A research team at the IMDEA Materials Institute has developed a new method that enables the self-assembly of silicon nanowires into ordered macroscopic network structures. This advancement provides technical support for expanding the industrial applications of silicon nanowires.

Silicon nanowires are regarded as promising candidates for next-generation batteries, electronic devices, and advanced functional materials due to their excellent energy storage capacity, electrical conductivity, and mechanical strength. However, since a single nanowire has a diameter of only 10–50 nanometers — about one-thousandth the thickness of a human hair — many applications require processing them into larger-scale bundled structures. Achieving ordered alignment and density control of nanowires at the macroscopic scale is key to enhancing their performance in batteries and sensors.
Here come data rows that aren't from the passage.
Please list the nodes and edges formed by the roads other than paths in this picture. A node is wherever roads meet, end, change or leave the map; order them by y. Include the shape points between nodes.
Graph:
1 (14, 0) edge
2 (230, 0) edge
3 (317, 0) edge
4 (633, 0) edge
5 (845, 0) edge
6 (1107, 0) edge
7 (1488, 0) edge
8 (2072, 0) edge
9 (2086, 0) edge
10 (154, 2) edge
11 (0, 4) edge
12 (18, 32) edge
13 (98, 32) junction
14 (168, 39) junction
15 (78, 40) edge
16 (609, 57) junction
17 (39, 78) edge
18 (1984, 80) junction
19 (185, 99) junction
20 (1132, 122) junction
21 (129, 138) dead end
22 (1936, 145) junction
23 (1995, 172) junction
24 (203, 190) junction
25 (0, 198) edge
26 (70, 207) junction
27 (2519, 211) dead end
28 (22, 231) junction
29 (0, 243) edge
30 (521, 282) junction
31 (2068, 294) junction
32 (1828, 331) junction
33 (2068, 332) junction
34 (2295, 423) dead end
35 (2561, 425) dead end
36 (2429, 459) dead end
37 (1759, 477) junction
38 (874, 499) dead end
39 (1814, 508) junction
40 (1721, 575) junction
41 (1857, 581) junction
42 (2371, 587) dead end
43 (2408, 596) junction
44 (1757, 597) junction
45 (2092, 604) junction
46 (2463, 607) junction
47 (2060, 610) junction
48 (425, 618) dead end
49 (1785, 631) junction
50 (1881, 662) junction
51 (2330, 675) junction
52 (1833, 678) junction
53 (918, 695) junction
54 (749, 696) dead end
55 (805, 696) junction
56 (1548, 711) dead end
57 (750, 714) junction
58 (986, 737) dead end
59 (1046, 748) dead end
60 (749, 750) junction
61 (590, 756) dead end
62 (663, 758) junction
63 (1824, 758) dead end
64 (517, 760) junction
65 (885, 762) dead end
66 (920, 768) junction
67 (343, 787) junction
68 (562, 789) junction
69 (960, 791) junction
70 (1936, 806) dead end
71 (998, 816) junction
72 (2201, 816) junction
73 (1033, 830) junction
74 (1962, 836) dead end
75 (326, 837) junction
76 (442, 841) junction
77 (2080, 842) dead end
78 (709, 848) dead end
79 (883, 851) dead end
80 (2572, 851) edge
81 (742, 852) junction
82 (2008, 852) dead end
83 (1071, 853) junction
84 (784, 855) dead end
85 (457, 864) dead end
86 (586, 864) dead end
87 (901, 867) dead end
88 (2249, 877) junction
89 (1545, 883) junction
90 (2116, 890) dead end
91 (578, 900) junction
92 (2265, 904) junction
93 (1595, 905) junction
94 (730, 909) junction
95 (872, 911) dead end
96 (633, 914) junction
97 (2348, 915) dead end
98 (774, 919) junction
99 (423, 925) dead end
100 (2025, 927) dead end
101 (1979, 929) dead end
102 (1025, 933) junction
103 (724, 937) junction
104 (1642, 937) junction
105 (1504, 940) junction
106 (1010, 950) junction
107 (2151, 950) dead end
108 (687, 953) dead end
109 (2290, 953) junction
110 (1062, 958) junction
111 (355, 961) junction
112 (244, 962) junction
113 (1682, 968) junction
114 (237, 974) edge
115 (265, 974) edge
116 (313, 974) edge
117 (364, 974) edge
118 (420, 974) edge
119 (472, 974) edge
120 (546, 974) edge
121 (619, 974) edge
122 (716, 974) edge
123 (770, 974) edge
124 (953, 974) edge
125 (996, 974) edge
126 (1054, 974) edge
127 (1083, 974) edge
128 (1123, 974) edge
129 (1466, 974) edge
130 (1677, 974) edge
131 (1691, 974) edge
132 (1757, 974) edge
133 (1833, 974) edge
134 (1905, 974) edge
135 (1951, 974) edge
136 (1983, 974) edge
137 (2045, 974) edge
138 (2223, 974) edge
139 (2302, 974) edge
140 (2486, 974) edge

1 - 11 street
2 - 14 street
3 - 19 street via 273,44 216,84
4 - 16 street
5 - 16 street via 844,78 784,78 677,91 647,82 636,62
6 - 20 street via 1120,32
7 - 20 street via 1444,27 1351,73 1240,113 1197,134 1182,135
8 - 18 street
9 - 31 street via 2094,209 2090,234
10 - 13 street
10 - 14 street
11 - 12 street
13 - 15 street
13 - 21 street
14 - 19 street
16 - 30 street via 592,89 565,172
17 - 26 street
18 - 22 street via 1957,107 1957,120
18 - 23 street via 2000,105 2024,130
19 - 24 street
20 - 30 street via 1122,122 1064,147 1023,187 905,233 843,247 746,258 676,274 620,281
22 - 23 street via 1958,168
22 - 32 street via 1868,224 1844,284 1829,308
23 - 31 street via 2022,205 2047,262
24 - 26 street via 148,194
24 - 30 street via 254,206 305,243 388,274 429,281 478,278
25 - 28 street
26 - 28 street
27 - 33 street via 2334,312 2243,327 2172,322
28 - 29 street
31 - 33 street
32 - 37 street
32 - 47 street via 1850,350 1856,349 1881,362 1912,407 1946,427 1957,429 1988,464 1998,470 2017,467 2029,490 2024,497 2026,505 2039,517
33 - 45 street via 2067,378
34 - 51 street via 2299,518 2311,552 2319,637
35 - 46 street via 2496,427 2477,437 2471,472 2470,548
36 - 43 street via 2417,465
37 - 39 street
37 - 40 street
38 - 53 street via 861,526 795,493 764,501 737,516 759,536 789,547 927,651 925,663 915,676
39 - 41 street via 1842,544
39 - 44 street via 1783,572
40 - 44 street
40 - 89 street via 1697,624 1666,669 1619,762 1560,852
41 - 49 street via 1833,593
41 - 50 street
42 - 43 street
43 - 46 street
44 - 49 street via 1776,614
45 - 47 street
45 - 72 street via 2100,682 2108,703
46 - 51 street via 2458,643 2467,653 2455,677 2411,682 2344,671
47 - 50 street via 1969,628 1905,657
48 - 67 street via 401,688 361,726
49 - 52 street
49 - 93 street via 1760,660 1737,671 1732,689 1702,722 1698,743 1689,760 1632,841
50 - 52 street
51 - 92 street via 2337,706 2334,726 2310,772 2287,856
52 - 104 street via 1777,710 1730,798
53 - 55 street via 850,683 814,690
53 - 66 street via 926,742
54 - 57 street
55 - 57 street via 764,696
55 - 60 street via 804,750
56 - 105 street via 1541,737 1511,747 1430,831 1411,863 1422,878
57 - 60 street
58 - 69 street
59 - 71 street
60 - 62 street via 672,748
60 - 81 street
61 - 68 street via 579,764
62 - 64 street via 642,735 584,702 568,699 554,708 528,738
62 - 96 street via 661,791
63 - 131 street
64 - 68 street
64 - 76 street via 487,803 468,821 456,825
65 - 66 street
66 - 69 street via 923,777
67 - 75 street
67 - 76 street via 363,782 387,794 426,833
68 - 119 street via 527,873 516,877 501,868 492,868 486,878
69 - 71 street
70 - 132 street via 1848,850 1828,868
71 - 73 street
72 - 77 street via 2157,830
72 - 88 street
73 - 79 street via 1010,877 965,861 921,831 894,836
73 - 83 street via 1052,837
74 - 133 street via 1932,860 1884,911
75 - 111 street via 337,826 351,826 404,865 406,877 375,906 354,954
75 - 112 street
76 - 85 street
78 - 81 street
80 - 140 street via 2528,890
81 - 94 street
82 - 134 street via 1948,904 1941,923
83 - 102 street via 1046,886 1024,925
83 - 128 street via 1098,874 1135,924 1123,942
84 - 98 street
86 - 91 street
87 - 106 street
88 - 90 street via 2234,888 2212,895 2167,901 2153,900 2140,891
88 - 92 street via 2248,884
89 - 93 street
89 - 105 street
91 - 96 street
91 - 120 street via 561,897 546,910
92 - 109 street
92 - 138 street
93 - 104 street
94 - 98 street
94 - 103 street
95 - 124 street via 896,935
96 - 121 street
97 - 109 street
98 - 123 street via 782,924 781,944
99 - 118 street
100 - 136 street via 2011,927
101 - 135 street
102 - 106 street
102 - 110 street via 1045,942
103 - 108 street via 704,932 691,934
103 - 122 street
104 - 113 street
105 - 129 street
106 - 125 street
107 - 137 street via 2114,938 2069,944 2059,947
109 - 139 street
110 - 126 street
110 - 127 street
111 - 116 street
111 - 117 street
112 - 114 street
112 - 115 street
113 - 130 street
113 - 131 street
Dr. David Tilve, a researcher at the institute, stated: "One-dimensional nanomaterials typically exist in the form of disordered powders, which limits their properties and application potential. The core of this technology lies in self-assembling nanowires into ordered nanostructures, thereby fully unleashing their performance." He added: "By processing them into highly aligned bundled structures, we significantly increase the contact area between nanowires, which cannot be achieved with disordered networks."

The research team used aqueous dispersion and vacuum filtration processes to enable the nanowires to spontaneously align into tight bundles in water and further connect into paper-like network structures. Each bundle contains approximately 15 self-assembled nanowires, with an inter-wire spacing of only 0.4 nanometers — approaching the atomic scale. This ordered structure exhibits good macroscopic stability and controllability, providing a new pathway for developing high-performance batteries, efficient electronic devices, and novel optical materials.

The research results were published in the journal Nanotechnology and form part of the IMDEA Materials Institute's project on bridging nano- and macro-scale materials research, aiming to promote the application of nanowire network materials in fields such as optics and energy storage electrodes.